Cloudera Search Features

This section contains information about current Cloudera Search features.

Unified Management and Monitoring with Cloudera Manager

Cloudera Manager provides a unified and centralized management and monitoring experience for both CDH and Cloudera Search. Cloudera Manager simplifies deployment, configuration, and monitoring of your search services. This differs from many existing search solutions that lack management and monitoring capabilities and that fail to provide deep insight into utilization, system health, trending, and various other supportability aspects.

Index Storage in HDFS

Cloudera Search is integrated with HDFS for index storage. Indexes created by Solr/Lucene can be directly written in HDFS with the data, instead of to local disk, thereby providing fault tolerance and redundancy.

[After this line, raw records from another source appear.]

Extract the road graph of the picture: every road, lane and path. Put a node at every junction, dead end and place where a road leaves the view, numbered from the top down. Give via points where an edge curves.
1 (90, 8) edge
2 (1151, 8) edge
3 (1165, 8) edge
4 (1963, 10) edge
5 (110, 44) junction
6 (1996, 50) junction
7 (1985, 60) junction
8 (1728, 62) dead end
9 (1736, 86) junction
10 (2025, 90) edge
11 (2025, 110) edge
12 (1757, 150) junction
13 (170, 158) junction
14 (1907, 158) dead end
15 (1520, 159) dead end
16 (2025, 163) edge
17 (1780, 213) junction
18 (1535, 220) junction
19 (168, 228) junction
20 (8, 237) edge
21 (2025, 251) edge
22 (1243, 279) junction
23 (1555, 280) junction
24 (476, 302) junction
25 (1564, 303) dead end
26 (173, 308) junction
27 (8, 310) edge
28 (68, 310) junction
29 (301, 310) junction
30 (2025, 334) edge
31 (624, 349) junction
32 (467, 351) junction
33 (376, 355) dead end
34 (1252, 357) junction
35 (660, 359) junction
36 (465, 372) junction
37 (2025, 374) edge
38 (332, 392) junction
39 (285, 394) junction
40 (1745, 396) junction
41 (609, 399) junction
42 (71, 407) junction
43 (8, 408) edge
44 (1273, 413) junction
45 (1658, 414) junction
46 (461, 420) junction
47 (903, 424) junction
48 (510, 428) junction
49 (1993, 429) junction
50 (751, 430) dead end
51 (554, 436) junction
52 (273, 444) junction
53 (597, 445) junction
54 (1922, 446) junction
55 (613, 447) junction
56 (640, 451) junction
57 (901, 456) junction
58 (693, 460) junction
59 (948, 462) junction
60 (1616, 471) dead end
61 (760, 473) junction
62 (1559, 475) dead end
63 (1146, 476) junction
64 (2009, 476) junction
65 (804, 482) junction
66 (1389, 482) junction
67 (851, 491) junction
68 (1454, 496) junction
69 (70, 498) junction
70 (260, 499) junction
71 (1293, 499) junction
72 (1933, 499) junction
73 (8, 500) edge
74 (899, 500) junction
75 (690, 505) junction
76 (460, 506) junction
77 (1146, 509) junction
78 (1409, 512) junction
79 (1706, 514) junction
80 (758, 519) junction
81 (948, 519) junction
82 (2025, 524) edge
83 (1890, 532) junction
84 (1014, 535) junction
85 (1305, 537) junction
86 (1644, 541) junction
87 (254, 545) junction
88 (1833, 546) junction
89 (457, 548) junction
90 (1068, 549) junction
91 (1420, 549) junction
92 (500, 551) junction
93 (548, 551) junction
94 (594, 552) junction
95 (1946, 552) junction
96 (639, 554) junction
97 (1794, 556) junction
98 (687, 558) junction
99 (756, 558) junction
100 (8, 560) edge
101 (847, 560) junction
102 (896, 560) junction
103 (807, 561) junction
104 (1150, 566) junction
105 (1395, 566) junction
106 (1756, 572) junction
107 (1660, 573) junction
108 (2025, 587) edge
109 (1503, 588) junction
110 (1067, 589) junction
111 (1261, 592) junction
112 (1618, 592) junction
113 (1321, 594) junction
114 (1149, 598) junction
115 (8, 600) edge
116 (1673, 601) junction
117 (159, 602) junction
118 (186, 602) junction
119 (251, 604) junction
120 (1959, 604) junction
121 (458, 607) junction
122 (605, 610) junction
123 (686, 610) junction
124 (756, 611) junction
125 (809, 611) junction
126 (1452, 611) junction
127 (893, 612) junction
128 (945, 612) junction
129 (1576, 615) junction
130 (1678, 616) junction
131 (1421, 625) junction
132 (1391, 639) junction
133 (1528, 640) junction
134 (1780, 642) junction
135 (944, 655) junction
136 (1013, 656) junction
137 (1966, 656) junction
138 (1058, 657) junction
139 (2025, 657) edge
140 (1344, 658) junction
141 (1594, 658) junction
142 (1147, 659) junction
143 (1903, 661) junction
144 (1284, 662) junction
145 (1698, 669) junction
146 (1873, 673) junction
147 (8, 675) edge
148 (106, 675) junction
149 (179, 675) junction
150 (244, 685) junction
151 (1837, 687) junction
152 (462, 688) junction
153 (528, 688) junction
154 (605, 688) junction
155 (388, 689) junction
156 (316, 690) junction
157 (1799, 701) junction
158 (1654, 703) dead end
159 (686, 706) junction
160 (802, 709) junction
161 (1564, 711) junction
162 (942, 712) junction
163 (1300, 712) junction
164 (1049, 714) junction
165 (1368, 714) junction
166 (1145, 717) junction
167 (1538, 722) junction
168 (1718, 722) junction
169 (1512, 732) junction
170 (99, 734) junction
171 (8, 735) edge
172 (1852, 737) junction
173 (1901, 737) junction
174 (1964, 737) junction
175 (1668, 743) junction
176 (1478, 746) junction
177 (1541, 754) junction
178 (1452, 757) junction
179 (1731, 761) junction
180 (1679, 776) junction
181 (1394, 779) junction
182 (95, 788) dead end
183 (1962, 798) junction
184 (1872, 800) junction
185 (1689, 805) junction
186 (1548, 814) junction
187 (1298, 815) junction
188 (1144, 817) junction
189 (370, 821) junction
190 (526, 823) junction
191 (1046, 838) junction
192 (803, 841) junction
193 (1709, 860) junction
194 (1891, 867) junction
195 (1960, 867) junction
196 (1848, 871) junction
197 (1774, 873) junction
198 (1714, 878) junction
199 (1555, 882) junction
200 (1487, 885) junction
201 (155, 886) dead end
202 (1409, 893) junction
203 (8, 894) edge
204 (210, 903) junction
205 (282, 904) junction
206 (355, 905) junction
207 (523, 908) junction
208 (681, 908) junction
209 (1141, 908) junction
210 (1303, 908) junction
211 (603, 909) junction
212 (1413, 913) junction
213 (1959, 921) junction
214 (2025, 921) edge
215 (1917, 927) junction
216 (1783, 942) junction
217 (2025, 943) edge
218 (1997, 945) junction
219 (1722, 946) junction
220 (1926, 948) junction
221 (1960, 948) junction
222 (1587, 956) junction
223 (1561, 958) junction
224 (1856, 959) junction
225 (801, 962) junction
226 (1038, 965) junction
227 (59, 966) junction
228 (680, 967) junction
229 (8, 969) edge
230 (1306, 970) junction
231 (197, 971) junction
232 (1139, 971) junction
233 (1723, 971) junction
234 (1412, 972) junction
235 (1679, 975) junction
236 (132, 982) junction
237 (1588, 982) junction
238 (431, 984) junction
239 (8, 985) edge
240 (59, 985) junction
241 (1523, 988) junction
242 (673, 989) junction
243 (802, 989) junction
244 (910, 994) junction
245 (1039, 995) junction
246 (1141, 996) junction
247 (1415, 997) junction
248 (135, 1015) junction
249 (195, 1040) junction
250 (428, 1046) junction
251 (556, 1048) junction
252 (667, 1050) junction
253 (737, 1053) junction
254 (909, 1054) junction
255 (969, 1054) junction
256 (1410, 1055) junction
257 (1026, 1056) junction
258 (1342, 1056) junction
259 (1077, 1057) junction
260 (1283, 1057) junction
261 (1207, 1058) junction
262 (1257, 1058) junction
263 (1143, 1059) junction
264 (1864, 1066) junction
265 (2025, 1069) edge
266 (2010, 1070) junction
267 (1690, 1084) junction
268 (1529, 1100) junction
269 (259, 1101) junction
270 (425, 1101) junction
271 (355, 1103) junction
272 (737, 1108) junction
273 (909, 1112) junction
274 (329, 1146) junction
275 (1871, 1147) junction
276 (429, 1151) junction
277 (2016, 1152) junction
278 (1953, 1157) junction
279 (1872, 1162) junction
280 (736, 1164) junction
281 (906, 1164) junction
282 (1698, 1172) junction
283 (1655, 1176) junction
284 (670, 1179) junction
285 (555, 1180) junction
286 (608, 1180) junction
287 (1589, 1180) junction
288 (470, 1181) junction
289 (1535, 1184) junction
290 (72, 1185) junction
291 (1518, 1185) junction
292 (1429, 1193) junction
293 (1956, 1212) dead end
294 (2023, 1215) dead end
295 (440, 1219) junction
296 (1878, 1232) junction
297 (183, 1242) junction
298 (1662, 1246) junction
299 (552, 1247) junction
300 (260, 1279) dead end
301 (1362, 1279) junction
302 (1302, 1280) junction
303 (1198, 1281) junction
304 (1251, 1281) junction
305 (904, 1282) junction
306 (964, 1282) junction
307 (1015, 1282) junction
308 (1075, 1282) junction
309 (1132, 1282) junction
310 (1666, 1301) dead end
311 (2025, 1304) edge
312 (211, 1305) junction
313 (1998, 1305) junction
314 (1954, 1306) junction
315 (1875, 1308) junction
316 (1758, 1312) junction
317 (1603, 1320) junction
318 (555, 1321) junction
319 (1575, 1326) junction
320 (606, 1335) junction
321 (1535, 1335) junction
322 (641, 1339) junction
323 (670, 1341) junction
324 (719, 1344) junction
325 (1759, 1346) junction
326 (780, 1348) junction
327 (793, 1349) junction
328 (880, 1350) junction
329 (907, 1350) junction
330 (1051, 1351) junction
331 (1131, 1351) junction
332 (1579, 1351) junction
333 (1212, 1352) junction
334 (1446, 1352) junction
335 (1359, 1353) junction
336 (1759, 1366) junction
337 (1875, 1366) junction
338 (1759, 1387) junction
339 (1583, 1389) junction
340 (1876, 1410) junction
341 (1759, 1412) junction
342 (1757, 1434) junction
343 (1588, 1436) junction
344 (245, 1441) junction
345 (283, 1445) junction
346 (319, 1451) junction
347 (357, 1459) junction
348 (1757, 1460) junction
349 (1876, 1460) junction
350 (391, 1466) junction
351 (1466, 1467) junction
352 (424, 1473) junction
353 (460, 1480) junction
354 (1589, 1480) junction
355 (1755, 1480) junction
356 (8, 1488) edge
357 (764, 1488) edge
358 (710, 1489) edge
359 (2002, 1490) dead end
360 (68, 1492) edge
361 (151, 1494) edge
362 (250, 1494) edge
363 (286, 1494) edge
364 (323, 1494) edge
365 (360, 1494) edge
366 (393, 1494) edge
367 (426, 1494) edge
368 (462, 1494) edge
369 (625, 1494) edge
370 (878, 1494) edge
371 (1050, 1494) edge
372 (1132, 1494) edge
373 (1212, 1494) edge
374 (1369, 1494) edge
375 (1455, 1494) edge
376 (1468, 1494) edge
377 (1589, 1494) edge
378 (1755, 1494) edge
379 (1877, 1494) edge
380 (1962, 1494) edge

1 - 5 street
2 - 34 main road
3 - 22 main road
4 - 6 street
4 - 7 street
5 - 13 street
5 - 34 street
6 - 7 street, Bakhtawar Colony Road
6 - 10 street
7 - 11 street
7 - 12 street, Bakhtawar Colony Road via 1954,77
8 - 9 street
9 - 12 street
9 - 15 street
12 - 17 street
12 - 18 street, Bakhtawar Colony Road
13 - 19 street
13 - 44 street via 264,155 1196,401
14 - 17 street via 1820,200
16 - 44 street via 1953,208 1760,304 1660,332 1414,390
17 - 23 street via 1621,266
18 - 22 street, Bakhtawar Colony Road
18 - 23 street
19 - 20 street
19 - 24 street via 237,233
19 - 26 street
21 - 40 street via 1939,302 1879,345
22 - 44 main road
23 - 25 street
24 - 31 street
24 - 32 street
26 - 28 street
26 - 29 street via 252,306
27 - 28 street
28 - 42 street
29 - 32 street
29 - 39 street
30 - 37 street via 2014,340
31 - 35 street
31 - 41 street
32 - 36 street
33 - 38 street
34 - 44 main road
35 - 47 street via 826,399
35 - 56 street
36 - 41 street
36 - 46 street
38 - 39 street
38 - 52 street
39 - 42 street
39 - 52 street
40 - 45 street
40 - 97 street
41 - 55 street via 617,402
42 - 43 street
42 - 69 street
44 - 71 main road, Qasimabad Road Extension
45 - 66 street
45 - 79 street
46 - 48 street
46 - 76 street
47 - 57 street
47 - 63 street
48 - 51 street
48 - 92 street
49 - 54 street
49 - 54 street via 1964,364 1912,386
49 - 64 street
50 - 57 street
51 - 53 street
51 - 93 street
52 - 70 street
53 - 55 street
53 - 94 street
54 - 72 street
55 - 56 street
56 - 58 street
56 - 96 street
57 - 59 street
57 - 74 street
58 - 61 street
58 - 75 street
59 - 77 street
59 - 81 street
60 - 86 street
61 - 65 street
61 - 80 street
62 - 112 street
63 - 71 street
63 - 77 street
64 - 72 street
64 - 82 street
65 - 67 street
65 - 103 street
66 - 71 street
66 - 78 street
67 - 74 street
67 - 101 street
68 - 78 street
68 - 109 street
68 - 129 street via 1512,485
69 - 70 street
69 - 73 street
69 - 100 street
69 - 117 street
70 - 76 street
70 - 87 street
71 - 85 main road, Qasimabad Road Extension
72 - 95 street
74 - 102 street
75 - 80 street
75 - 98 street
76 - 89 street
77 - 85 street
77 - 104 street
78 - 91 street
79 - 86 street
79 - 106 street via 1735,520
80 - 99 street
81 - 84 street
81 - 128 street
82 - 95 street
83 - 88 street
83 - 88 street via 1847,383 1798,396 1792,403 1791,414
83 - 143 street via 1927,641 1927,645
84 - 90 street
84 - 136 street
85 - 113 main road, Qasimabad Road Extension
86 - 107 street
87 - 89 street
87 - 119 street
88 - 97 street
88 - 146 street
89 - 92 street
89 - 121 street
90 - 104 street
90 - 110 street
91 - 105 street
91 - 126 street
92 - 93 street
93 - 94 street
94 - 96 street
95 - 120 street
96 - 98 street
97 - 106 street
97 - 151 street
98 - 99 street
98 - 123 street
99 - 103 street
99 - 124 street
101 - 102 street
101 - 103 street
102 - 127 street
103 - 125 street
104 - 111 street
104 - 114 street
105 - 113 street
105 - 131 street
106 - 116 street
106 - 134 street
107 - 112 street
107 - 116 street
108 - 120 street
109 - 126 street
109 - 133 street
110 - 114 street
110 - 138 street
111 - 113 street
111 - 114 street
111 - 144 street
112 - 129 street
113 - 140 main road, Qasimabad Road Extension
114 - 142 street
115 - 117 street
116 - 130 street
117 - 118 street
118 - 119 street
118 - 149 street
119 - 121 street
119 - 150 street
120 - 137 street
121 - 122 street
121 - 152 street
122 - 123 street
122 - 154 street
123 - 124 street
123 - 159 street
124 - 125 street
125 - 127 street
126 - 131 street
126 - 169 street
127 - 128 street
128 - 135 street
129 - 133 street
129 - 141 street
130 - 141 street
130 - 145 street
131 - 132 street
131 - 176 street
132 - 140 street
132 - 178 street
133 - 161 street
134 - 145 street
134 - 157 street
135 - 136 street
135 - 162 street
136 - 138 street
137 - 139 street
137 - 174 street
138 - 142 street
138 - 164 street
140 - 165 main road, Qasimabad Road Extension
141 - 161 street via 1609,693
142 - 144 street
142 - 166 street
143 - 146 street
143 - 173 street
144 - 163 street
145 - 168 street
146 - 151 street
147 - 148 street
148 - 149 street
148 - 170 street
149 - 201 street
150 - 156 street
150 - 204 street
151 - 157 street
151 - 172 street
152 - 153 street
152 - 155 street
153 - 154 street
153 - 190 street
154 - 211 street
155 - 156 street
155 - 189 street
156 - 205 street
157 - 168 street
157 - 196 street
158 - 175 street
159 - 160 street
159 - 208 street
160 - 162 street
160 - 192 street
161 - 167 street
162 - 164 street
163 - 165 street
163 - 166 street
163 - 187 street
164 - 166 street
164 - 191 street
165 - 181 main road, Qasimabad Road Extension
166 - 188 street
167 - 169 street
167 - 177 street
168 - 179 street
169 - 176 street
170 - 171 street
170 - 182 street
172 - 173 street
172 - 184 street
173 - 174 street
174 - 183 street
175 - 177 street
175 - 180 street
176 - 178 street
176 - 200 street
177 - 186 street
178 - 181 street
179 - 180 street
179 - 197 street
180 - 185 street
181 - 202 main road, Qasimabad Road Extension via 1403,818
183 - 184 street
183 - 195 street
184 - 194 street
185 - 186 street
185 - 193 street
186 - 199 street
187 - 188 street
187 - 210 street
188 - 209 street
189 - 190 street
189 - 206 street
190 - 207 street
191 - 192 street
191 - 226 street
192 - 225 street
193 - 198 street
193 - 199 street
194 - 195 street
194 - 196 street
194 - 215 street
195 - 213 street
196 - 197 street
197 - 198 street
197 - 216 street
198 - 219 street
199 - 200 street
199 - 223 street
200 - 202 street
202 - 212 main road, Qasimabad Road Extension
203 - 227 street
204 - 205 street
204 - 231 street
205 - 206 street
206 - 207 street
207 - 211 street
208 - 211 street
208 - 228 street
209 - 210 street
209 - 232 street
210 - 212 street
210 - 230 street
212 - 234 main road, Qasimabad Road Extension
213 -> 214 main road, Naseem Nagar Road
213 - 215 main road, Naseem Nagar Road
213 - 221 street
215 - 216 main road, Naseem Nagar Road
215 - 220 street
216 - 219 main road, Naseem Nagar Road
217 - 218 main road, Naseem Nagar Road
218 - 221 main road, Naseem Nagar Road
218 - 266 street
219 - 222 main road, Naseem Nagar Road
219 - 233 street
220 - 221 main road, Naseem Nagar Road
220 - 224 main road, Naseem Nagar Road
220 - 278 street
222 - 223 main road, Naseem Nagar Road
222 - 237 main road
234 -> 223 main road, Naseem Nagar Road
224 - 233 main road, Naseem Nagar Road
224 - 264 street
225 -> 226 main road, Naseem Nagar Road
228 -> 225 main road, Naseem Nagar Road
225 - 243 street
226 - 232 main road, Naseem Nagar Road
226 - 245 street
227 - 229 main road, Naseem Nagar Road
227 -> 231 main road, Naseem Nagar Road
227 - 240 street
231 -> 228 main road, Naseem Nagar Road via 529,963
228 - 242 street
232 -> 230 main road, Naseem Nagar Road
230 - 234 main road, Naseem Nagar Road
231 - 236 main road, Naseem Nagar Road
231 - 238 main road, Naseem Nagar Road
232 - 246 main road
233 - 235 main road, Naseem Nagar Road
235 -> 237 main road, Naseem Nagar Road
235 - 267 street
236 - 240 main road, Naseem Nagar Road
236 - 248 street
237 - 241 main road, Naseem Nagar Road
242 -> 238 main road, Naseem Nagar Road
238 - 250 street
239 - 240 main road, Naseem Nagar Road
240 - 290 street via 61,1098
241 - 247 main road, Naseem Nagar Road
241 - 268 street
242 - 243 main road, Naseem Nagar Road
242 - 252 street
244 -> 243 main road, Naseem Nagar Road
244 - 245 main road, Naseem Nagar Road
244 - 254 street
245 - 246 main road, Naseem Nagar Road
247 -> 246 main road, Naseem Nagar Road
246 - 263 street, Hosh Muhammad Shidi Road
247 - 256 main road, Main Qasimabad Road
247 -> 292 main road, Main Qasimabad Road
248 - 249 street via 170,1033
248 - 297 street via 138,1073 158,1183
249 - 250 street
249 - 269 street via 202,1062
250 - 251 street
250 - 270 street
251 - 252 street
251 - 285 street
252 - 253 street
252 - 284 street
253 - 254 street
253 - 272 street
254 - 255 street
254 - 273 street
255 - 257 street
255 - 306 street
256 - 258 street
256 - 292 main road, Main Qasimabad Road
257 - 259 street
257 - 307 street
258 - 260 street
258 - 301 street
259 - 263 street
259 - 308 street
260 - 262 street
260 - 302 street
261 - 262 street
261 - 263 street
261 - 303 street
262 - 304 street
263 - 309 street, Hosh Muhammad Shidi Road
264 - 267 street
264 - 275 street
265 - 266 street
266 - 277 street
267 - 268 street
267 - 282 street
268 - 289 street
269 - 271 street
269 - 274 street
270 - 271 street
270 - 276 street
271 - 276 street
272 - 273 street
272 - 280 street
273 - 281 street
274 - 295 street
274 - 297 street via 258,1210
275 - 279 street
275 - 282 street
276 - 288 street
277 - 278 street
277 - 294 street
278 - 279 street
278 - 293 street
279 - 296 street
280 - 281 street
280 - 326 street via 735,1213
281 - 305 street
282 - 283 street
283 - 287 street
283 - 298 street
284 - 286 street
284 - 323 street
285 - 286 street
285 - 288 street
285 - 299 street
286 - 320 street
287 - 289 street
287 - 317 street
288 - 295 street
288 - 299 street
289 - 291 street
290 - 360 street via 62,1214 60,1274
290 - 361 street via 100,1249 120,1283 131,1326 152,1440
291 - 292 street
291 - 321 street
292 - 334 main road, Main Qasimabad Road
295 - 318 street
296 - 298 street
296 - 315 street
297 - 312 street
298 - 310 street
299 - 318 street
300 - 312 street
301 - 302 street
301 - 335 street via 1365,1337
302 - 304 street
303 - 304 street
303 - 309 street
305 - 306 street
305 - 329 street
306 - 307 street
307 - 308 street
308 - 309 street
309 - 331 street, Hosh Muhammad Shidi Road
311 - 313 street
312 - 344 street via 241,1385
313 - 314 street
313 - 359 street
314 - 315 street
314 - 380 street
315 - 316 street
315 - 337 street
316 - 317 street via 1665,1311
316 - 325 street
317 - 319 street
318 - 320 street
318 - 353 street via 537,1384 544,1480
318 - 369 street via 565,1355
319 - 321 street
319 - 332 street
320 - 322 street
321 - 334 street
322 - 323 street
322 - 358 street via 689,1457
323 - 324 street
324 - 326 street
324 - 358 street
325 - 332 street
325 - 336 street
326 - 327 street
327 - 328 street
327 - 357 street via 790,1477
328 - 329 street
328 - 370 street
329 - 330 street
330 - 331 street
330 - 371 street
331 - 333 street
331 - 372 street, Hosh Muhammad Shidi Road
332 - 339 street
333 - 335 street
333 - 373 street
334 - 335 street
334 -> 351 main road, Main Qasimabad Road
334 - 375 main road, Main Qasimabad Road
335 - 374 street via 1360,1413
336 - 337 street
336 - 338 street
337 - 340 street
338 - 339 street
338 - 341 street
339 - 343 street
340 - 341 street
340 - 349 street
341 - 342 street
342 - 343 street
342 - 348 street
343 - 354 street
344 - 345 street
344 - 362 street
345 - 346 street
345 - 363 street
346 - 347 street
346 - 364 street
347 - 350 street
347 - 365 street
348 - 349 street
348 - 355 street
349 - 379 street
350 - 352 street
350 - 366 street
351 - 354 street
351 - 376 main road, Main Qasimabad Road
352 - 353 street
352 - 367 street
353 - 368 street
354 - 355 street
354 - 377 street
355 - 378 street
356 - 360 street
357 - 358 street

Cloudera has optimized Cloudera Search for fast read and write of indexes in HDFS while indexes are served and queried through standard Solr mechanisms. Also, because data and indexes are co-located, once data is found, processing does not require transport or separately managed storage.

Batch Index Creation through MapReduce

To facilitate index creation for large sets of data, Cloudera Search has built-in MapReduce jobs for indexing data stored in HDFS. As a result, the linear scalability of MapReduce is applied to the indexing pipeline.

Real-time and Scalable Indexing at Data Ingest

Cloudera Search provides integration with Flume to support near-real-time indexing. As new events pass through a Flume hierarchy and are written to HDFS, those same events can be written directly to Cloudera Search indexers.

In addition, Flume supports routing events, filtering, and adding annotations on data on its passage to CDH. These features work with Cloudera Search for improved index sharding, index separation, and document-level access control.

Easy Interaction and Data Exploration through Hue

A Cloudera Search GUI is provided as a Hue plug-in, enabling users to interactively query data, view result files, and do faceted exploration. Hue can also schedule standing queries and explore index files. This GUI uses the Cloudera Search API, which is based on the standard Solr API.

Simplified Data Processing for Search Workloads

Cloudera Search relies on Apache Tika for parsing and preparation of many of the standard file formats for indexing. Additionally, Cloudera Search supports Avro, Hadoop Sequence, and Snappy file format mappings, as well as support for Log file formats, JSON, XML, and HTML. Cloudera Search also provides data preprocessing using Morphlines. This built-in support simplifies index configuration for these formats, which you can use for other applications such as MapReduce jobs.

HBase Search

Cloudera Search integrates with HBase, enabling full-text search of data stored in HBase. This functionality, which does not affect HBase performance, is based on a listener that monitors the replication event stream. The listener captures each write or update-replicated event, enabling extraction and mapping. The event is then sent directly to Solr indexers, deployed on HDFS, and written to indexes in HDFS, using the same process as for other indexing workloads of Cloudera Search. The indexes can then immediately be served, enabling near real time search of HBase data.